**Extracted material:**
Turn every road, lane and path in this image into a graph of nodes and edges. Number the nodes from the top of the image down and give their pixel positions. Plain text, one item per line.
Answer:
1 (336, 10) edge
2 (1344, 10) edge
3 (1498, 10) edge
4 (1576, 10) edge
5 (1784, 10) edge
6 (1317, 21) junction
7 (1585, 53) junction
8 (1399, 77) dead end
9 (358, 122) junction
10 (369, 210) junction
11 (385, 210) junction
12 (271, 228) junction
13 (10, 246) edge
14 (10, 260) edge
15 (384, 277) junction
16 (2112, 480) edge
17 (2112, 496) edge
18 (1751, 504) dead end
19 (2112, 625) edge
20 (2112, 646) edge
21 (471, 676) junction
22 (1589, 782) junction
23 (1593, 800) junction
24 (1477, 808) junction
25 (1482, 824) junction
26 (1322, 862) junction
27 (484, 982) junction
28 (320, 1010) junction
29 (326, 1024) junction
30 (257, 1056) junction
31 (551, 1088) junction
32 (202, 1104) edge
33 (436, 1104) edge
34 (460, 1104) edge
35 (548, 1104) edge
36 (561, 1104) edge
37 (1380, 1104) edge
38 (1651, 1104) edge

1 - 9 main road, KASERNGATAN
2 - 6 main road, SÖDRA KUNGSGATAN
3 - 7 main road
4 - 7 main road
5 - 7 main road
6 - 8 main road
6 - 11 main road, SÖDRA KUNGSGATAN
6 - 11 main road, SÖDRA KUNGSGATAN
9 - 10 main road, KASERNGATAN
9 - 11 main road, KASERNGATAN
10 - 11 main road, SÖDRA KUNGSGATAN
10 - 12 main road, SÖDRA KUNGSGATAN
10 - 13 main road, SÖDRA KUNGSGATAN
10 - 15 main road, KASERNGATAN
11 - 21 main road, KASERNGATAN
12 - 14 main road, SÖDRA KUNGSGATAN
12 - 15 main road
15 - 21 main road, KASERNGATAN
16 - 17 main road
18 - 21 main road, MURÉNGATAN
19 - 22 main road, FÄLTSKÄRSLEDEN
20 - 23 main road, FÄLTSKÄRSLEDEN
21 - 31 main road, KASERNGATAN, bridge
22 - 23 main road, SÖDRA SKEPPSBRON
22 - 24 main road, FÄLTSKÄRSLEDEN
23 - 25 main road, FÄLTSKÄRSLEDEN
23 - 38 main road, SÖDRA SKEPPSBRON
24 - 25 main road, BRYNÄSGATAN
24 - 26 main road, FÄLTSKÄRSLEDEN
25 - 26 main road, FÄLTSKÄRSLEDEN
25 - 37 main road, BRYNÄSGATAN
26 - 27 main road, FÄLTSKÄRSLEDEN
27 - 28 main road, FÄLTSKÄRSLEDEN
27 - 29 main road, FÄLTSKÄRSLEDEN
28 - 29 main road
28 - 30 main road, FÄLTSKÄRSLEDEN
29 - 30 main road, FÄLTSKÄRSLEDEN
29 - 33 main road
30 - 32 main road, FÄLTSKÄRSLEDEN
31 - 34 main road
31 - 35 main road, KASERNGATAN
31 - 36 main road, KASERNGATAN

**Exercise requirements:** Please return all of the entries above, exactly and completely.

**Task result:**
Turn every road, lane and path in this image into a graph of nodes and edges. Number the nodes from the top of the image down and give their pixel positions. Plain text, one item per line.
Answer:
1 (336, 10) edge
2 (1344, 10) edge
3 (1498, 10) edge
4 (1576, 10) edge
5 (1784, 10) edge
6 (1317, 21) junction
7 (1585, 53) junction
8 (1399, 77) dead end
9 (358, 122) junction
10 (369, 210) junction
11 (385, 210) junction
12 (271, 228) junction
13 (10, 246) edge
14 (10, 260) edge
15 (384, 277) junction
16 (2112, 480) edge
17 (2112, 496) edge
18 (1751, 504) dead end
19 (2112, 625) edge
20 (2112, 646) edge
21 (471, 676) junction
22 (1589, 782) junction
23 (1593, 800) junction
24 (1477, 808) junction
25 (1482, 824) junction
26 (1322, 862) junction
27 (484, 982) junction
28 (320, 1010) junction
29 (326, 1024) junction
30 (257, 1056) junction
31 (551, 1088) junction
32 (202, 1104) edge
33 (436, 1104) edge
34 (460, 1104) edge
35 (548, 1104) edge
36 (561, 1104) edge
37 (1380, 1104) edge
38 (1651, 1104) edge

1 - 9 main road, KASERNGATAN
2 - 6 main road, SÖDRA KUNGSGATAN
3 - 7 main road
4 - 7 main road
5 - 7 main road
6 - 8 main road
6 - 11 main road, SÖDRA KUNGSGATAN
6 - 11 main road, SÖDRA KUNGSGATAN
9 - 10 main road, KASERNGATAN
9 - 11 main road, KASERNGATAN
10 - 11 main road, SÖDRA KUNGSGATAN
10 - 12 main road, SÖDRA KUNGSGATAN
10 - 13 main road, SÖDRA KUNGSGATAN
10 - 15 main road, KASERNGATAN
11 - 21 main road, KASERNGATAN
12 - 14 main road, SÖDRA KUNGSGATAN
12 - 15 main road
15 - 21 main road, KASERNGATAN
16 - 17 main road
18 - 21 main road, MURÉNGATAN
19 - 22 main road, FÄLTSKÄRSLEDEN
20 - 23 main road, FÄLTSKÄRSLEDEN
21 - 31 main road, KASERNGATAN, bridge
22 - 23 main road, SÖDRA SKEPPSBRON
22 - 24 main road, FÄLTSKÄRSLEDEN
23 - 25 main road, FÄLTSKÄRSLEDEN
23 - 38 main road, SÖDRA SKEPPSBRON
24 - 25 main road, BRYNÄSGATAN
24 - 26 main road, FÄLTSKÄRSLEDEN
25 - 26 main road, FÄLTSKÄRSLEDEN
25 - 37 main road, BRYNÄSGATAN
26 - 27 main road, FÄLTSKÄRSLEDEN
27 - 28 main road, FÄLTSKÄRSLEDEN
27 - 29 main road, FÄLTSKÄRSLEDEN
28 - 29 main road
28 - 30 main road, FÄLTSKÄRSLEDEN
29 - 30 main road, FÄLTSKÄRSLEDEN
29 - 33 main road
30 - 32 main road, FÄLTSKÄRSLEDEN
31 - 34 main road
31 - 35 main road, KASERNGATAN
31 - 36 main road, KASERNGATAN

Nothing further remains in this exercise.